Molecular regulation of adhesion and biofilm formation in high and low biofilm producers of Bacillus licheniformis using RNA-Seq
Published in Biofouling, 2019
Faizan Ahmed Sadiq, Steve Flint, Hafiz Arbab Sakandar, GuoQing He
Increased peptidoglycan biosynthesis in biofilms may be related to the persistence of the cell wall. It is known that the cell envelope is a highly active component of bacterial cells in biofilms and plays an important role in biofilm development, resistance and sustainment (Resch et al. 2005; Bucher et al. 2015). Increased peptidoglycan biosynthesis has been reported in the biofilms formed by G. vaginalis (Castro et al. 2017), P. aeruginosa (El Zoeiby et al. 2001) and S. aureus (Resch et al. 2005). In the current study, it was found the ATP-binding cassette (ABC) transporters pathway was significantly enriched in the high biofilm forming strain only. This result shows that biofilm cells may be involved in transporting more solutes and small molecules compared to planktonic cells.

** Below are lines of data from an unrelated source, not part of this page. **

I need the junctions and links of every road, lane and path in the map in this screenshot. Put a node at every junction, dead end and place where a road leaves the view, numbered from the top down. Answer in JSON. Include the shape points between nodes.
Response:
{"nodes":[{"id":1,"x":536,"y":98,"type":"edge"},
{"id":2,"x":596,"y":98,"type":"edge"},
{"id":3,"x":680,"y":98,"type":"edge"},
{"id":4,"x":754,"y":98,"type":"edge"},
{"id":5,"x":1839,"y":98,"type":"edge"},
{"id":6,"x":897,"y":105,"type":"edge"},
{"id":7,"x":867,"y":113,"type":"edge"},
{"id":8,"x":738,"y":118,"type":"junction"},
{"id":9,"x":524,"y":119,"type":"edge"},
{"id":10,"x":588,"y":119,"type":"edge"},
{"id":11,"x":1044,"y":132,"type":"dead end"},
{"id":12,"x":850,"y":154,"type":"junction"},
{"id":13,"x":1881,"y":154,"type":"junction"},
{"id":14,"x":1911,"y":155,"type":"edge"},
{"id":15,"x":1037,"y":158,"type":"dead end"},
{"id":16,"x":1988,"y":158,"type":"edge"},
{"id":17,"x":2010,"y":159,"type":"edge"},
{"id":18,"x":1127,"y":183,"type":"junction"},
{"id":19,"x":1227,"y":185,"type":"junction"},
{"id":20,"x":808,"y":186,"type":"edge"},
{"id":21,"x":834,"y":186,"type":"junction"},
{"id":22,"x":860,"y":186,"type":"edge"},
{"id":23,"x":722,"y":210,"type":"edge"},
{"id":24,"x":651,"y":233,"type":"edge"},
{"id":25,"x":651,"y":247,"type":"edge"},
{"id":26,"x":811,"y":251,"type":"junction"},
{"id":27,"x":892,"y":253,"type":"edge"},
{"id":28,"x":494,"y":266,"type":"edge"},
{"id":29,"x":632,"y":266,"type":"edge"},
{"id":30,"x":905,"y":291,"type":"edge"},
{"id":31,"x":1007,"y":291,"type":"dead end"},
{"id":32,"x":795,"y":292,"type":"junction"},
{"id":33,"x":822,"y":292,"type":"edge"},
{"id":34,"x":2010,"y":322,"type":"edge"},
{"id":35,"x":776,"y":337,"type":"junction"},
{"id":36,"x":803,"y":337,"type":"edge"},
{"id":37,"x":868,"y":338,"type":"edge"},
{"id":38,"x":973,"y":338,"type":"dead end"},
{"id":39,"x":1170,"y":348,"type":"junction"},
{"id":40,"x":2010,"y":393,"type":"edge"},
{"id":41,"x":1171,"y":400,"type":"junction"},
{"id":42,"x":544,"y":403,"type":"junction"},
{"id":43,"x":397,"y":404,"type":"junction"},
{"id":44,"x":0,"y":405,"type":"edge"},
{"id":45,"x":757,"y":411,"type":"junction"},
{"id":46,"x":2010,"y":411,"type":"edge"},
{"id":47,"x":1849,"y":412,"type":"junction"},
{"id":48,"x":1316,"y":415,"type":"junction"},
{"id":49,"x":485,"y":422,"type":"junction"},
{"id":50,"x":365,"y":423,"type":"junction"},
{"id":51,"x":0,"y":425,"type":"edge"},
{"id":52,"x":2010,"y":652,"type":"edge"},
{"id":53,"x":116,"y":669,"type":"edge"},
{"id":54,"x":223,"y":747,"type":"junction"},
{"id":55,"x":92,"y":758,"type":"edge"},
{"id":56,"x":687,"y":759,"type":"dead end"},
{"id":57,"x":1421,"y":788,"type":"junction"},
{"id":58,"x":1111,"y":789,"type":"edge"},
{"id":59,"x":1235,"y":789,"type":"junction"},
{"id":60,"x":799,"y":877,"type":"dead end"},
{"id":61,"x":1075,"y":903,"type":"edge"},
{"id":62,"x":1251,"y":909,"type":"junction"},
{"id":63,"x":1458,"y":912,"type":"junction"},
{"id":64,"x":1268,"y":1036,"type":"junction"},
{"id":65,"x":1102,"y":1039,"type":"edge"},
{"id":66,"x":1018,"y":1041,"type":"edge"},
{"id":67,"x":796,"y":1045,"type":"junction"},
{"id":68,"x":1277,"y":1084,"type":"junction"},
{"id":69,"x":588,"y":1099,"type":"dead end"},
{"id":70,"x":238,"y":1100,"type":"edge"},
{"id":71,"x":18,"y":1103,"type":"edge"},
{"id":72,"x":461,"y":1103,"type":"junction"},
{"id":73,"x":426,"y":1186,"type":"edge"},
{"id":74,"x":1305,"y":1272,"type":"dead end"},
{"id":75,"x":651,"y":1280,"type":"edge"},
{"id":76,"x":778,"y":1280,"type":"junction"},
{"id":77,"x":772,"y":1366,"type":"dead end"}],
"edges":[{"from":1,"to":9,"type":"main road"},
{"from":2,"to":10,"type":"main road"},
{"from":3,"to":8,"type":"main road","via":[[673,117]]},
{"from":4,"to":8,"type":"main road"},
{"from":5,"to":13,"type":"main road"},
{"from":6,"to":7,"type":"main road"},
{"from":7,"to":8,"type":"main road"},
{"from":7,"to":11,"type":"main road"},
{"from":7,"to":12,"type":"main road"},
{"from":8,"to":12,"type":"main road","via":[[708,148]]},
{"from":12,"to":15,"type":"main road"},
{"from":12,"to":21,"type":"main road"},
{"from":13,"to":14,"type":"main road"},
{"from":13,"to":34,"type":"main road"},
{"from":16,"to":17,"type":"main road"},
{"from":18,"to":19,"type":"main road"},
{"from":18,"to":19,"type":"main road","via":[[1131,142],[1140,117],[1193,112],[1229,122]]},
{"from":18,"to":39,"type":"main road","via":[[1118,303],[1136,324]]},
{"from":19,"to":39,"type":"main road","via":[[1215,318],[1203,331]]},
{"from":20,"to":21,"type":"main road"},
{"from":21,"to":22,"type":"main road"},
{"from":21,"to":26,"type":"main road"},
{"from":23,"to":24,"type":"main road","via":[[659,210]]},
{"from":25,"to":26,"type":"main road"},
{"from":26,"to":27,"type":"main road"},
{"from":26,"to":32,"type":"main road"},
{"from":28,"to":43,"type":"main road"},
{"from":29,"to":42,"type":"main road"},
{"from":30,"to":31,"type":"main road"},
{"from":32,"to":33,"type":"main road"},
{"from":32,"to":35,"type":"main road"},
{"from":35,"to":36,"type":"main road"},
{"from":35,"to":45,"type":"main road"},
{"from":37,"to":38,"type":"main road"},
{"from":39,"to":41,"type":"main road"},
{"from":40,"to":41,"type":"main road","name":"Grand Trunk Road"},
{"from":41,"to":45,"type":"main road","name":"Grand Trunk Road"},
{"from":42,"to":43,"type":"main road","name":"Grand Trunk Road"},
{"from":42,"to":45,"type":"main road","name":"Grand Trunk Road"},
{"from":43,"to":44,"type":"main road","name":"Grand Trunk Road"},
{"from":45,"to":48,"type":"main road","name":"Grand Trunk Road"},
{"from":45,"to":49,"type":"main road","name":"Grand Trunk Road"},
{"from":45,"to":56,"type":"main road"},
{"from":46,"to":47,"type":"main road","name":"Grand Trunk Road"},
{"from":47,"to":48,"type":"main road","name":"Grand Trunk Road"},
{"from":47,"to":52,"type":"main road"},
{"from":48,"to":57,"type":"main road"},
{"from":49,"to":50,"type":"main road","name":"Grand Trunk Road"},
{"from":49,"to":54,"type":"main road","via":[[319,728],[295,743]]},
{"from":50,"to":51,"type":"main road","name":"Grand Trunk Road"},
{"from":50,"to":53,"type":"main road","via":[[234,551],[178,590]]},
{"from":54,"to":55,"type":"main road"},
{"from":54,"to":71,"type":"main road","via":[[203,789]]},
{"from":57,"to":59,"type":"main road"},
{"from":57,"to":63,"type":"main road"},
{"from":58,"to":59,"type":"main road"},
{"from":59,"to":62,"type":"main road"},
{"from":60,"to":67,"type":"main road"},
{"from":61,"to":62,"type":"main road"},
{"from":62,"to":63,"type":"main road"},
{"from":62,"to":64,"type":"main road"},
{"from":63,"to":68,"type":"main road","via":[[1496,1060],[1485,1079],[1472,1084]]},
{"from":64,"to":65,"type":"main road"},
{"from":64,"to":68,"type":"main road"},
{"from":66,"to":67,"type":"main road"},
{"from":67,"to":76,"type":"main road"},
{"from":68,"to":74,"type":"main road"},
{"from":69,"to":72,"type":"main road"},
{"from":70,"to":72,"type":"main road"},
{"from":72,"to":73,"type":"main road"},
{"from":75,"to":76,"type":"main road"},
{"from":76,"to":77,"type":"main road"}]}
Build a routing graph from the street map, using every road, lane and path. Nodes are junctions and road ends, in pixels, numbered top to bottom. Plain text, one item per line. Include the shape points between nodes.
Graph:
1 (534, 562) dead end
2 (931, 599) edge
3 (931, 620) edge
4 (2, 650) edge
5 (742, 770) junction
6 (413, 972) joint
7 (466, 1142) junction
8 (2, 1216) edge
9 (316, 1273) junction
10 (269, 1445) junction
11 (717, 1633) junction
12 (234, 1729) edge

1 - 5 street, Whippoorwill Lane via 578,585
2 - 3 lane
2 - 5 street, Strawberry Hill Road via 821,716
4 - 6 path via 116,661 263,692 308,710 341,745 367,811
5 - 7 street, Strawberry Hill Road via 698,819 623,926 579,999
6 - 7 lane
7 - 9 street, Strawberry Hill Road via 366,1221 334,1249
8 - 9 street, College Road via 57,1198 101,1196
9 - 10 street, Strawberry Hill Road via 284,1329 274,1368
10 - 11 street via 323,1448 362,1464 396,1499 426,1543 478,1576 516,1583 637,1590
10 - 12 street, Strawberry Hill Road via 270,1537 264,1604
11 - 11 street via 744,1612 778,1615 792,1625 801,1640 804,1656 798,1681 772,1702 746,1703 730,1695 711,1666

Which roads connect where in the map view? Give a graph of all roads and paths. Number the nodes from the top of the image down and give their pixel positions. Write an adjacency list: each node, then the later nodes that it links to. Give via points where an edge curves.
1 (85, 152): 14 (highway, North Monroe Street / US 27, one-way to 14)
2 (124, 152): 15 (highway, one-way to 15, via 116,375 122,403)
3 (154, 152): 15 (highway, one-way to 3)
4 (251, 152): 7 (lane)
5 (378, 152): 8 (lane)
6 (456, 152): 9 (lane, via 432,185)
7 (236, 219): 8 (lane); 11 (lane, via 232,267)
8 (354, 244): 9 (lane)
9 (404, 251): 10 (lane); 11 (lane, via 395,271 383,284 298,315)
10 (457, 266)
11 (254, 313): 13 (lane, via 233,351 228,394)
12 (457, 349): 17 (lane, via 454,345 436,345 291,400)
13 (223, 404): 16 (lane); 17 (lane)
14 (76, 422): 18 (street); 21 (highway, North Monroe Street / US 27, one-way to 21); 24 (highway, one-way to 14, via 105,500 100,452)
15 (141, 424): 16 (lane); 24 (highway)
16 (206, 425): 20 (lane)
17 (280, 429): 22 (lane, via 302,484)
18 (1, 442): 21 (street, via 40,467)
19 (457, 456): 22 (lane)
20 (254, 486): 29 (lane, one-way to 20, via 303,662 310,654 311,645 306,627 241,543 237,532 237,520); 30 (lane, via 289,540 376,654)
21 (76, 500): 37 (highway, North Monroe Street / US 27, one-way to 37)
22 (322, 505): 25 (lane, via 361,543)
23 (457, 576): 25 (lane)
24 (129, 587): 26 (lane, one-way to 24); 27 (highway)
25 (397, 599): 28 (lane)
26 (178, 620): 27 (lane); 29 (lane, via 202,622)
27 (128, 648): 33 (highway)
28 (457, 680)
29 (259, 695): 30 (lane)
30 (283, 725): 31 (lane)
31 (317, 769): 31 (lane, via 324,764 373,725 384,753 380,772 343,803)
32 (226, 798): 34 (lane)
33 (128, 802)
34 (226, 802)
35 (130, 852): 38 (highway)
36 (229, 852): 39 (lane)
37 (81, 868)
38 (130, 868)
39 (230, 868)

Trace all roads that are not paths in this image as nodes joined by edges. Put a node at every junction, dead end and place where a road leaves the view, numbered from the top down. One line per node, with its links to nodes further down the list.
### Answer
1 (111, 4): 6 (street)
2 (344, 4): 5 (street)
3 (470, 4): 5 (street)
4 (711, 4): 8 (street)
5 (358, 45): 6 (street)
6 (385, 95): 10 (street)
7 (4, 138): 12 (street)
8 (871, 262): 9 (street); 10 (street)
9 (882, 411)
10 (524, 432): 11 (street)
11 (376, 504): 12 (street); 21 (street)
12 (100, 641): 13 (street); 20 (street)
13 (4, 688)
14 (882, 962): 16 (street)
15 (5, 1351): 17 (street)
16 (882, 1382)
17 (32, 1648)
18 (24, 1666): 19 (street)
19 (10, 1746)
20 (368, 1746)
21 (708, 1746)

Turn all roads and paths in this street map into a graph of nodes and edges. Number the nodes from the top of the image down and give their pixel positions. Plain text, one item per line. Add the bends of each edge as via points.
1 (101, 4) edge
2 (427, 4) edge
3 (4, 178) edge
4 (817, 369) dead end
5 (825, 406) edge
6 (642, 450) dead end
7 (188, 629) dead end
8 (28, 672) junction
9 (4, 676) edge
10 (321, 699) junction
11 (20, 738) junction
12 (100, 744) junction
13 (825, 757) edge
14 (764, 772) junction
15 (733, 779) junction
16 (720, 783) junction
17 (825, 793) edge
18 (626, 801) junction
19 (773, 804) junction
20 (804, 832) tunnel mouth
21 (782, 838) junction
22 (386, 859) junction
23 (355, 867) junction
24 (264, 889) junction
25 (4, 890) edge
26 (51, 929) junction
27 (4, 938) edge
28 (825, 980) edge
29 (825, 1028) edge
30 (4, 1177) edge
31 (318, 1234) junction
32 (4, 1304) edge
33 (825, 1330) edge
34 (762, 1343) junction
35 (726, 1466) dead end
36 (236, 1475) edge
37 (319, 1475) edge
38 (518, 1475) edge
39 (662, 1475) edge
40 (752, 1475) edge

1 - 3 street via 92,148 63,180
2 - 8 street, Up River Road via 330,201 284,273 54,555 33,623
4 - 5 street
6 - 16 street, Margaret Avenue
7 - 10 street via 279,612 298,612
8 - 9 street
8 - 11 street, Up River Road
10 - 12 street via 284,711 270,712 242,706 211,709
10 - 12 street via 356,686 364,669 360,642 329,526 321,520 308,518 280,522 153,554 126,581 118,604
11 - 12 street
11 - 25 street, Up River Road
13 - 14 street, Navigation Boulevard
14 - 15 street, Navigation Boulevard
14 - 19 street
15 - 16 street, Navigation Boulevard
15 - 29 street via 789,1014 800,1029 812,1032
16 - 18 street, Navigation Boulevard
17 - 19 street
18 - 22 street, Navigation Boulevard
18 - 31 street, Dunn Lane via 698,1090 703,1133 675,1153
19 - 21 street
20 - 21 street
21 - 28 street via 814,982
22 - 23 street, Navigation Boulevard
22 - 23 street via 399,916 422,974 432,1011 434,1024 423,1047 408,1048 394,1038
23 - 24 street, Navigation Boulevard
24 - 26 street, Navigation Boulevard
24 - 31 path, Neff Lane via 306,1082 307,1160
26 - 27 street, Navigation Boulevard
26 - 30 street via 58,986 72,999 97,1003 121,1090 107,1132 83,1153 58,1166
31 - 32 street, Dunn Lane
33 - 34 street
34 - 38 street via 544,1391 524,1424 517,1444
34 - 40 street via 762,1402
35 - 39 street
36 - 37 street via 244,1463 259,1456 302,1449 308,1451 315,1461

An abundance of genes involved in ABS transporters has been reported in G. vaginalis (Castro et al. 2017), E. coli (Schembri et al. 2003), Desulfovibrio vulgaris (Clark et al. 2012) and biofilms formed by many other species. ABC transporter proteins have previously been reported to have a function in stress response in Streptococcus mutans (Nagayama et al. 2014). Increased amino sugar and nucleotide sugar metabolism in the high biofilm former indicates the role of amino sugars and nucleotide sugars (uracil-diphosphate glucose; UDP-glucose) in the biofilm matrix. Nucleotide sugars are important substrates for the enzyme glucosyltransferases (Gantt et al. 2013) which play an important role in polysaccharide synthesis (Li J and Wang 2012; Ren et al. 2016). It is important to mention that biofilm samples were obtained from 24 h biofilms in which bacterial cells may still be constructing biofilms thereby requiring more energy. For future studies, it will be equally important to study the metabolism of biofilm formation in B. licheniformis after 24 h.